Scivolò dalla sedia. La sedia scivolò capottando sulla fissità attonita del suo ultimo sguardo. Lo scavalcò. L’avrebbe coperto con un lembo di luna tagliato dalla finestra, incollato nell’angolo in cima.
A riavvolgere il nastro del tempo non si trovava alba. Nessuna feritoia per lasciar trapelare visioni. Tutti gli atti d’amore pure allucinazioni.

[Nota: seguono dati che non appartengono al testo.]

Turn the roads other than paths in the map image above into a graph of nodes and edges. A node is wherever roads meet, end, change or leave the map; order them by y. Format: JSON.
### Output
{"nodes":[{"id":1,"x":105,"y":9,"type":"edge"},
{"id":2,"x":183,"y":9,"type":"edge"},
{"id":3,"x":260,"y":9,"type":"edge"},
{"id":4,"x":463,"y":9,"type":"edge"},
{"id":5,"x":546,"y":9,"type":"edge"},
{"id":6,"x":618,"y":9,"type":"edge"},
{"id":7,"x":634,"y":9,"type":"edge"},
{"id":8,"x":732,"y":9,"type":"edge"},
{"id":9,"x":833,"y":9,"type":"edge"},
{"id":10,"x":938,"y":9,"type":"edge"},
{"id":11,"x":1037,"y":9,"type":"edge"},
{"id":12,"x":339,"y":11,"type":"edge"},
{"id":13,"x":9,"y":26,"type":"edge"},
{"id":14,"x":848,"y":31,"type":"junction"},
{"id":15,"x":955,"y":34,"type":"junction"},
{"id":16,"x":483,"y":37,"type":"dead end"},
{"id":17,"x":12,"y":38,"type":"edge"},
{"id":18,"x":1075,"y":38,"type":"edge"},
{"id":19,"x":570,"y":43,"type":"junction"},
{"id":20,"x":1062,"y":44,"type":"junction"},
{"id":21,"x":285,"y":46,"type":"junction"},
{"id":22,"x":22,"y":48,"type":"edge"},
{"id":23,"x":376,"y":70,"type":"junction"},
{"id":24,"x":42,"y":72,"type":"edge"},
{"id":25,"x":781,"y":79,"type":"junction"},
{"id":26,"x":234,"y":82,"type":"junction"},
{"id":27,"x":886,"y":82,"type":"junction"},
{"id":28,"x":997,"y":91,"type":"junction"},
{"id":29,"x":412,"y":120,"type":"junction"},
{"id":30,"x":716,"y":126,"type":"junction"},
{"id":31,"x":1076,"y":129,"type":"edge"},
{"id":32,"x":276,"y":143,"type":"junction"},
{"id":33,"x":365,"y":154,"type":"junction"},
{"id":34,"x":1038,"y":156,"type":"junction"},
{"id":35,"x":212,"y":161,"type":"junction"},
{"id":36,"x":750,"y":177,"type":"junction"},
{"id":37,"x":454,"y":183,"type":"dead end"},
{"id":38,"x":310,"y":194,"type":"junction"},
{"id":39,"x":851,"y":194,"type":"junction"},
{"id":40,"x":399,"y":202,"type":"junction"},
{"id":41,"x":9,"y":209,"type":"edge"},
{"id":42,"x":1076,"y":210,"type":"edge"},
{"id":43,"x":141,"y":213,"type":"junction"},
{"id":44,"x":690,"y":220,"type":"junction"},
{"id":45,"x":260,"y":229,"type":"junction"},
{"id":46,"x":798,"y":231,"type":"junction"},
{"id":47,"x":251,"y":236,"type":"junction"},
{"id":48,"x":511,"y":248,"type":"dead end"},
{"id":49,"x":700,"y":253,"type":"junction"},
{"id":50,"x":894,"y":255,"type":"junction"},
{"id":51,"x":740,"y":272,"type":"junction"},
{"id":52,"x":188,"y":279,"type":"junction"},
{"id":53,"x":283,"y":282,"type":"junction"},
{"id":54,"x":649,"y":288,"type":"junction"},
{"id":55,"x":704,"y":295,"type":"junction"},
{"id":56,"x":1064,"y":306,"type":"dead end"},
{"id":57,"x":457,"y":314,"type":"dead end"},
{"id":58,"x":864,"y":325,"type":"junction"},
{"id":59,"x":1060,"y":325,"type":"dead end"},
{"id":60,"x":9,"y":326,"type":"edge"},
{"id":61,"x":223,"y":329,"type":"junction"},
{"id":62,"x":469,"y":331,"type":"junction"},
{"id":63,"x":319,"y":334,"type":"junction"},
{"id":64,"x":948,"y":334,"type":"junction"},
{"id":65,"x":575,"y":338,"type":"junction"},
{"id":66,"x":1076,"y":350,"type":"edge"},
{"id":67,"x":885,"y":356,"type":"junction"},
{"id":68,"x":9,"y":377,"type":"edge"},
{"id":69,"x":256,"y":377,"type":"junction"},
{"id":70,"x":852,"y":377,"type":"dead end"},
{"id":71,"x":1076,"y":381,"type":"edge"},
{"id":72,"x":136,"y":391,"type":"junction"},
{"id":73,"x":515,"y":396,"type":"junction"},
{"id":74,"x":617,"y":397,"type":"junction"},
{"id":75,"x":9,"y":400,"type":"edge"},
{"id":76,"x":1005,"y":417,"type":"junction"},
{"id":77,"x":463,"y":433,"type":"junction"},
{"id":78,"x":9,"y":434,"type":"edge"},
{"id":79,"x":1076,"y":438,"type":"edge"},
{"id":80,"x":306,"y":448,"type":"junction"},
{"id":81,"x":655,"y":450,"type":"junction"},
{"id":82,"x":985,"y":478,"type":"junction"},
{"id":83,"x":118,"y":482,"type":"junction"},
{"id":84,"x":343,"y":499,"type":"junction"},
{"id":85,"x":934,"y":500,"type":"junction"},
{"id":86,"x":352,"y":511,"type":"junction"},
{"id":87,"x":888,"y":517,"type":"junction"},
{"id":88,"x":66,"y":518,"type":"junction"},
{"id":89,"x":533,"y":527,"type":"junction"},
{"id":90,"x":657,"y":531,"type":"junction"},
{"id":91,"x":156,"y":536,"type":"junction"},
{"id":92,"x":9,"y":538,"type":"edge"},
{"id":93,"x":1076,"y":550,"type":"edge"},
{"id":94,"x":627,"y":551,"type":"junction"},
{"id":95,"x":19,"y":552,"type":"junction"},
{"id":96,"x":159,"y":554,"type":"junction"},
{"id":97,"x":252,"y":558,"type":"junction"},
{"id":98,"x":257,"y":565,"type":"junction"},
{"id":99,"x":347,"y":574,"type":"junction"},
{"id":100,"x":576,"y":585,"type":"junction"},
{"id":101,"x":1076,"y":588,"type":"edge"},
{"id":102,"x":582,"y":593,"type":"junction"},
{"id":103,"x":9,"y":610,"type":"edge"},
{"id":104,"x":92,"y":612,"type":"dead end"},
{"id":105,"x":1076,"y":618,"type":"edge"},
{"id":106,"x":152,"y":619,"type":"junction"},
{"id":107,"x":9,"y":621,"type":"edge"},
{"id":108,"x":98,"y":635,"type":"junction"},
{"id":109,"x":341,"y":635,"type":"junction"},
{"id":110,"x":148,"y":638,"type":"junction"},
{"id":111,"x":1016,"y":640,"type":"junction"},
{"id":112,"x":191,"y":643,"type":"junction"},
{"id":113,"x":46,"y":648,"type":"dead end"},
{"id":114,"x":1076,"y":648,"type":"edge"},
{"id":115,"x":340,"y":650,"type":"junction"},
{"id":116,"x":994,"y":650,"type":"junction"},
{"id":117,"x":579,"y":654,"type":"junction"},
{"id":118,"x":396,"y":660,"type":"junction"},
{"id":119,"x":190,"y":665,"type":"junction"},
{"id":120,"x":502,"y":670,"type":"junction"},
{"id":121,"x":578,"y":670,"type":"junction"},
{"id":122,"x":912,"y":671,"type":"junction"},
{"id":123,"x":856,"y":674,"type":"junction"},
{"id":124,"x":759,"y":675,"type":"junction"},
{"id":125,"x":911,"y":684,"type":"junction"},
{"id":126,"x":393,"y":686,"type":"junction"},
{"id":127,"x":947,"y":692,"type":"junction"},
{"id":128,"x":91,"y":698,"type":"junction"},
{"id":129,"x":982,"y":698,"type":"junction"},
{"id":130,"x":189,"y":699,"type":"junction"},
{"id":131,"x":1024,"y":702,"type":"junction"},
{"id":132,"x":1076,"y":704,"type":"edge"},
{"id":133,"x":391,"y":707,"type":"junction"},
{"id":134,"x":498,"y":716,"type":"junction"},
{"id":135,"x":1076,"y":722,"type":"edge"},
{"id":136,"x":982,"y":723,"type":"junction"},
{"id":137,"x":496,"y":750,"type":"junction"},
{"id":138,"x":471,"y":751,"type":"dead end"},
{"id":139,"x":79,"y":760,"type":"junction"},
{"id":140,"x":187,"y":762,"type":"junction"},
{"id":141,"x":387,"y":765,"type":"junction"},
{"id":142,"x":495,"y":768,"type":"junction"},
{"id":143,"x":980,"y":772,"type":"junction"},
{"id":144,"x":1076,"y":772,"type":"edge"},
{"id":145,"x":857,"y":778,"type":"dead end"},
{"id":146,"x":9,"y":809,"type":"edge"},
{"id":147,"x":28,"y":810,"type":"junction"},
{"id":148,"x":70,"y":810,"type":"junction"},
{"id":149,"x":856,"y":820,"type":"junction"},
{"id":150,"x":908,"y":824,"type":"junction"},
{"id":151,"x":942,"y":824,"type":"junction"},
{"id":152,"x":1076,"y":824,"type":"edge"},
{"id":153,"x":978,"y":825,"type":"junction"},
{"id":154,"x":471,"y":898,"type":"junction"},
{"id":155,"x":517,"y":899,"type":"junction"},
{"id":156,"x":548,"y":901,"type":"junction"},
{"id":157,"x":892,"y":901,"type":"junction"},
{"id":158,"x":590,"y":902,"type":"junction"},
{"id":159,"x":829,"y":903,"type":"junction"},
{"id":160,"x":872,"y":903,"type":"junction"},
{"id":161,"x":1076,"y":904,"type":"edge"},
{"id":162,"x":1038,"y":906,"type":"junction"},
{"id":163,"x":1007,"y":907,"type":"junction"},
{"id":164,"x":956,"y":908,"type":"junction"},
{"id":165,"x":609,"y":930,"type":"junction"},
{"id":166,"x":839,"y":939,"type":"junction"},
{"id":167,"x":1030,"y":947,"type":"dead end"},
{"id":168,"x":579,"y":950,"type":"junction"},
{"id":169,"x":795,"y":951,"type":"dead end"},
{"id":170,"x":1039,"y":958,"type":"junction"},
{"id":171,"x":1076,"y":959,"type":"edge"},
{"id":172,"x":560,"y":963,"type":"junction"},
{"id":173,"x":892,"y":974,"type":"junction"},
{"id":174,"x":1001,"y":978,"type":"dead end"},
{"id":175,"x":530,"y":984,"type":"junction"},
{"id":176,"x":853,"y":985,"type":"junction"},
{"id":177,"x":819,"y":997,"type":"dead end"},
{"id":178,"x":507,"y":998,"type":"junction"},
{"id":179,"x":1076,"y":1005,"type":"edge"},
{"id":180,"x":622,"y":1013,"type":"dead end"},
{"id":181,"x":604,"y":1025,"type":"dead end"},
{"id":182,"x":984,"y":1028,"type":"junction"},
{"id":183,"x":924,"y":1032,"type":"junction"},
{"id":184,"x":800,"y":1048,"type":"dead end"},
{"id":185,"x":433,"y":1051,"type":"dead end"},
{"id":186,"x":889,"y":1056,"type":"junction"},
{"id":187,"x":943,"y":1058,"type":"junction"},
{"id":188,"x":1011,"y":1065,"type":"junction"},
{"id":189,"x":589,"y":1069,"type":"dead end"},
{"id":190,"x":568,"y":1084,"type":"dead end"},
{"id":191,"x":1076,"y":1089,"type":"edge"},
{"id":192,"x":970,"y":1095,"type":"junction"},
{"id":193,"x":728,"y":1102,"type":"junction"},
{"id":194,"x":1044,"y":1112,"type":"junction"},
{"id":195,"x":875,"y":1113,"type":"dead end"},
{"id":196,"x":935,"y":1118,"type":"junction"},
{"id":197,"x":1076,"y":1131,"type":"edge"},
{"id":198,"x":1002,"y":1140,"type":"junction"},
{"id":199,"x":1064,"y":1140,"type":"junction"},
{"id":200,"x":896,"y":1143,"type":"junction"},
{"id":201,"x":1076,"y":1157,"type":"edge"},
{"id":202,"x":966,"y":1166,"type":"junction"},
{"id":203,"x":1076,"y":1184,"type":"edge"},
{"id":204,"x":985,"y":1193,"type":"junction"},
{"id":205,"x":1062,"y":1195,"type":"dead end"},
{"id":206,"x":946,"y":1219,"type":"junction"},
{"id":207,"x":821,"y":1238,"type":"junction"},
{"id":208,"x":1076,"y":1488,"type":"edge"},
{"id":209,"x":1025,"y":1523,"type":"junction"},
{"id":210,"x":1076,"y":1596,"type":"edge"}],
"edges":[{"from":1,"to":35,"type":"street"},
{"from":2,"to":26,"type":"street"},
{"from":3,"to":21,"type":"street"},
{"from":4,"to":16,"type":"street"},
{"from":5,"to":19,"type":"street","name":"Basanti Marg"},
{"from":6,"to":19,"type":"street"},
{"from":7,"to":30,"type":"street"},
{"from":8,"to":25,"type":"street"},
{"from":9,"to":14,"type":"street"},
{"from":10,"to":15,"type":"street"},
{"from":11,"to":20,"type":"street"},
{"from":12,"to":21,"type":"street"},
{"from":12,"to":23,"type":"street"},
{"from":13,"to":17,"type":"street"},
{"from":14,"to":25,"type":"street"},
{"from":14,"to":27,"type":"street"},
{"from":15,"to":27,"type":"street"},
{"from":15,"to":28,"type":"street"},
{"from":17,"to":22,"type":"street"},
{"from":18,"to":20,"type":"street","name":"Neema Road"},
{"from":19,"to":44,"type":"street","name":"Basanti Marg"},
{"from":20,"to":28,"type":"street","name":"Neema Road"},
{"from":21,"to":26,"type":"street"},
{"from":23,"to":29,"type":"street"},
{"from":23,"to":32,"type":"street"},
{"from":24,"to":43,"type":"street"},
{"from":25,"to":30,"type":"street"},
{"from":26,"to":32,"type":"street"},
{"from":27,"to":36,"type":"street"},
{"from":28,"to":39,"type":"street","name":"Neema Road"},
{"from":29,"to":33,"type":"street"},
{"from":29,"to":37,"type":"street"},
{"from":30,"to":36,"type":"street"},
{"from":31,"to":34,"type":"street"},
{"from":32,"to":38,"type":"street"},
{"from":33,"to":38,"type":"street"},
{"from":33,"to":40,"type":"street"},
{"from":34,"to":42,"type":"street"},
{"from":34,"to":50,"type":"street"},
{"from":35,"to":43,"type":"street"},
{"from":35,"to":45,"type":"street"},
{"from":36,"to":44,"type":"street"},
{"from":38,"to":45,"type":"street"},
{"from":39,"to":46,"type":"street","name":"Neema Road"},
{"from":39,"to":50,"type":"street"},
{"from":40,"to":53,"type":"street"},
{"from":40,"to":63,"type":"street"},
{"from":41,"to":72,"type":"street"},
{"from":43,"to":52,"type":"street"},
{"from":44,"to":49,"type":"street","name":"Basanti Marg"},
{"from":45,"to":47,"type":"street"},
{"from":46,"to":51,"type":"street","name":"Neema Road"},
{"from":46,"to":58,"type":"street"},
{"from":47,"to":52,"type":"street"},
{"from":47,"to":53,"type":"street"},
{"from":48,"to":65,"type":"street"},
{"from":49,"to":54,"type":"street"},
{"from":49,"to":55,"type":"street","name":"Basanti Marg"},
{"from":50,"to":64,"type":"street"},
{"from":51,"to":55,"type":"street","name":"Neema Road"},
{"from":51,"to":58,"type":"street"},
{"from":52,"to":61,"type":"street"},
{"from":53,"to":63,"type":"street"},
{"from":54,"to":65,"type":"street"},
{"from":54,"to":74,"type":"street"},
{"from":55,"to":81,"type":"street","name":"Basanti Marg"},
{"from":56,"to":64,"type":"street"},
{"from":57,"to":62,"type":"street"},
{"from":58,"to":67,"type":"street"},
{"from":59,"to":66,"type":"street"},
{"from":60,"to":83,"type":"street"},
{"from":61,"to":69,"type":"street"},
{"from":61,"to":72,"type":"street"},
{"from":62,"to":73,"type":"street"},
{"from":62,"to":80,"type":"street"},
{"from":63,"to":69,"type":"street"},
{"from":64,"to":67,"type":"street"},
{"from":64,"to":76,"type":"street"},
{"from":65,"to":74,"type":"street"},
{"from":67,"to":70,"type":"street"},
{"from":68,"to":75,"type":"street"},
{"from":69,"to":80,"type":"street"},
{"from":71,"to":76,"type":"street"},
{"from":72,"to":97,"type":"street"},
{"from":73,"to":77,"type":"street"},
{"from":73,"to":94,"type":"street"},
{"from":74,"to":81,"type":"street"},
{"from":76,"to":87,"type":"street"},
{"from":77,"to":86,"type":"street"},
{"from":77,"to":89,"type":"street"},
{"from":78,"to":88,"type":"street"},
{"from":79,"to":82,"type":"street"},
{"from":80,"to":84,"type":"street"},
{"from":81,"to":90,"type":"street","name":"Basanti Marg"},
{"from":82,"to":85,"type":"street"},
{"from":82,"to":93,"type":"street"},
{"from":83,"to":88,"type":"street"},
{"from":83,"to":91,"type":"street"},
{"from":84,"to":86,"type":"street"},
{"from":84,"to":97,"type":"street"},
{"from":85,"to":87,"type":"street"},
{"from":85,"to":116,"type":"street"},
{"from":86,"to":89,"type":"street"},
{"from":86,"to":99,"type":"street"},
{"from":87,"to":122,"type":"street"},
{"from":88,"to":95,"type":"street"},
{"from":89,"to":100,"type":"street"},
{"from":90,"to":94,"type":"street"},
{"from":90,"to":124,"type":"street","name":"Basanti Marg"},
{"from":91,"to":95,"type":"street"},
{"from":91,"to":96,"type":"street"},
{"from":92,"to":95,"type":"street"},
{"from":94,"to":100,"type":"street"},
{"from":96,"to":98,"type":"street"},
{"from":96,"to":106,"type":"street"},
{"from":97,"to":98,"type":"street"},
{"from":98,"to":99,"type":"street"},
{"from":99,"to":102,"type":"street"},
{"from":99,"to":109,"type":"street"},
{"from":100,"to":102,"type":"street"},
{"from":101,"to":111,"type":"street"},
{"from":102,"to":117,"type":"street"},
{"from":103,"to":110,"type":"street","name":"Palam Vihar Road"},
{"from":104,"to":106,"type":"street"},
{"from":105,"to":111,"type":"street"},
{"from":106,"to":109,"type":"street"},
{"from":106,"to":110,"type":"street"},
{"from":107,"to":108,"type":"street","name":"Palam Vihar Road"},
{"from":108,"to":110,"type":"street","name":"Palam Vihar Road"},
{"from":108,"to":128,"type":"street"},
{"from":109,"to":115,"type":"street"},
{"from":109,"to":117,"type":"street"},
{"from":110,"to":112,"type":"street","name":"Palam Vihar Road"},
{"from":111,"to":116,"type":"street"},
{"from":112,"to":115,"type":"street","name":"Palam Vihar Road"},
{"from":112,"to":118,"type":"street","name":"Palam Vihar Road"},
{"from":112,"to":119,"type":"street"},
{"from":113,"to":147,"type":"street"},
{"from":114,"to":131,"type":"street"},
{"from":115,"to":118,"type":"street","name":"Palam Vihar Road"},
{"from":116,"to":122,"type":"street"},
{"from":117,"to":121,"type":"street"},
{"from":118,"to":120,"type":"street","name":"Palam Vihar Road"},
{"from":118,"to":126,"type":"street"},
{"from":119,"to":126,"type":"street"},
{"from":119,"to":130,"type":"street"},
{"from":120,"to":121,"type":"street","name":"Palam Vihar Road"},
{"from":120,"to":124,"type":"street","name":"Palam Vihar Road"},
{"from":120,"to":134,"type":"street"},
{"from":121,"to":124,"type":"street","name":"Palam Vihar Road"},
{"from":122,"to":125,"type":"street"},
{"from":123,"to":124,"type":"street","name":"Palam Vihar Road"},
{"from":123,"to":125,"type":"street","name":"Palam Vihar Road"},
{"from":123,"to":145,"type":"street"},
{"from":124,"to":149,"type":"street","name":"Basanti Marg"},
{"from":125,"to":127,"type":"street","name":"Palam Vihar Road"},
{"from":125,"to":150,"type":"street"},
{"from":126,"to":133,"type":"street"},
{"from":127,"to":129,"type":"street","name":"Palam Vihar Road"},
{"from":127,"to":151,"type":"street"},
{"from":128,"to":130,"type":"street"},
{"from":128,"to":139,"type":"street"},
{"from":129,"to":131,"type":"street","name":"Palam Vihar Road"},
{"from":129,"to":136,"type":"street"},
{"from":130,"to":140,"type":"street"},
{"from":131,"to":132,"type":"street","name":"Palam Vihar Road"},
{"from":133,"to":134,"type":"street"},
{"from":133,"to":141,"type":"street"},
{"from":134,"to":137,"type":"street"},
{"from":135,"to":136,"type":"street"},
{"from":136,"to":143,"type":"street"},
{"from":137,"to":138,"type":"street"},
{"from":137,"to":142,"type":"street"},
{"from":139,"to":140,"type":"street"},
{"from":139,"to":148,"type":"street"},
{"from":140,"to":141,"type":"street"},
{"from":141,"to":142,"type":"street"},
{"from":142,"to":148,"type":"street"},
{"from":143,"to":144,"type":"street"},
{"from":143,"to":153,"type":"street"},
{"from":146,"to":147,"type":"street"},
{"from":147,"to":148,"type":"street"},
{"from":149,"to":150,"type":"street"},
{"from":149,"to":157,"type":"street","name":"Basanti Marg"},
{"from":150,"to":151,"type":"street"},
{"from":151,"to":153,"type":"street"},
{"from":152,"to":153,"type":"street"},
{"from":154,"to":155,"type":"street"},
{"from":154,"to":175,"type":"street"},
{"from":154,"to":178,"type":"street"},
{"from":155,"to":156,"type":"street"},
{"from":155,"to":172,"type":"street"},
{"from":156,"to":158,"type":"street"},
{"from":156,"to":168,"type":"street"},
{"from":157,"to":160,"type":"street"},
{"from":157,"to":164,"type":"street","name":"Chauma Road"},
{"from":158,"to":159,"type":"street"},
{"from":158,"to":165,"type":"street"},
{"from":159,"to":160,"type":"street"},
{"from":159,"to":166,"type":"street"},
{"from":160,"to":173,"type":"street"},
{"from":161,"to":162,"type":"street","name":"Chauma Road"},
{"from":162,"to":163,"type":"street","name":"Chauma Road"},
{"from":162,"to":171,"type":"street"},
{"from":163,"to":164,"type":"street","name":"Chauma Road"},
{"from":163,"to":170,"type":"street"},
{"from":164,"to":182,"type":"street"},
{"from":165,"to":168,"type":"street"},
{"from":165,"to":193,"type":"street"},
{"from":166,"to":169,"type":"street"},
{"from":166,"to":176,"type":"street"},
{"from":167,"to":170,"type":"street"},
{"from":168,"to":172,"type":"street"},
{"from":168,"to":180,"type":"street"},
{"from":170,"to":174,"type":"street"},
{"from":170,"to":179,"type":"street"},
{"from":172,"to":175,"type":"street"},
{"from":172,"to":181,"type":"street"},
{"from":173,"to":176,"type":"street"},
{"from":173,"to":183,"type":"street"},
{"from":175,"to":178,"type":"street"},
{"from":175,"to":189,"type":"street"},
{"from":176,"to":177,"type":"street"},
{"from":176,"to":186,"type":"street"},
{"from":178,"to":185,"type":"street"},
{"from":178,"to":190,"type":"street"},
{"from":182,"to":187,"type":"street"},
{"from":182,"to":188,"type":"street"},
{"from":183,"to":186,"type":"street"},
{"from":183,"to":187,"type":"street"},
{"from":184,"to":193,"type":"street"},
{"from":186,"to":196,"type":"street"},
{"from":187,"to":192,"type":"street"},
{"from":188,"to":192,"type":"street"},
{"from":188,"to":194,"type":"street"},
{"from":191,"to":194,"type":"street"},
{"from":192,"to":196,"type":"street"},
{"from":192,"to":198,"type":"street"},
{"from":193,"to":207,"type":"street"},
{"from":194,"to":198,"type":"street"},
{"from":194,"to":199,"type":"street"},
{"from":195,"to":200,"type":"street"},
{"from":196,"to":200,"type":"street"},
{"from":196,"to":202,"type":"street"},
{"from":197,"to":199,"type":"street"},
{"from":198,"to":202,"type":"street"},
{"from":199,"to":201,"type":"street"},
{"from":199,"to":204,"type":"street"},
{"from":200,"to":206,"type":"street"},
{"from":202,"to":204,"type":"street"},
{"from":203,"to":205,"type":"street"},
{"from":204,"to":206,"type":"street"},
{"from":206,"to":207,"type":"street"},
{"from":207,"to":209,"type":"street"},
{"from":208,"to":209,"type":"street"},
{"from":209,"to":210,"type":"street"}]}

Non c’era stato spazio, non c’era stato tempo, non c’era stato scampo. S’era fermata alla porta del bagno, era rimasta inchiodata nel legno, cemento e gesso e se parli poi è peggio. Si accarezzò ancora lentamente le spalle, si scosse via dal viso il viso immaginato, scrostò la ruggine pietosa dell’inganno dalla curva accidentata del suo copro stanco. Tutto svanì, si riavvolse nel gorgo e scivolò veloce nello scolo di una fantasia innocente. L’uomo che non aveva avuto, che non avrebbe amato. Il corpo fiero e acerbo che non l’aveva conosciuta, che forse l’avrebbe sprezzata e non le era rimasto che un sogno e il profilo inesistente di un amore giovane e nudo. Le fantasie ricami strappati. Il suo sangue sull’altare di un’infanzia di ebano e marmo. La vendetta affidata ad un vento coi capelli lunghi e la lingua di seta depose le armi e si sciolse come un teschio di cenere e cera.
Si voltò, sintonizzandosi sull’onda lunga di un brivido profondo. Gli scorse le braccia nodose scomposte nella posa estrema ed oscena. Ripassò tra quelle dita viola le sbarre familiari dell’antica unica gabbia.
Ora era nel vento, ora ne era fuori e fuori, fuori pioveva.
Non sono qui per pentirmi, dirà. Poserà con cautela un salmo, un’orazione di ringraziamento sul grembo scuro e unto della tonaca stropicciata. La sua voce scuoterà la grata. Ho ucciso mio padre. Ho ucciso, padre mio – la correggerà per questa volta ancora l’uomo in nero.
Ed ora lei annuisce accogliendo nelle mani giunte la menzogna che addolcisce lo spigolo di un peccato troppo lungo da sputare. Troppo innocente da perdonare.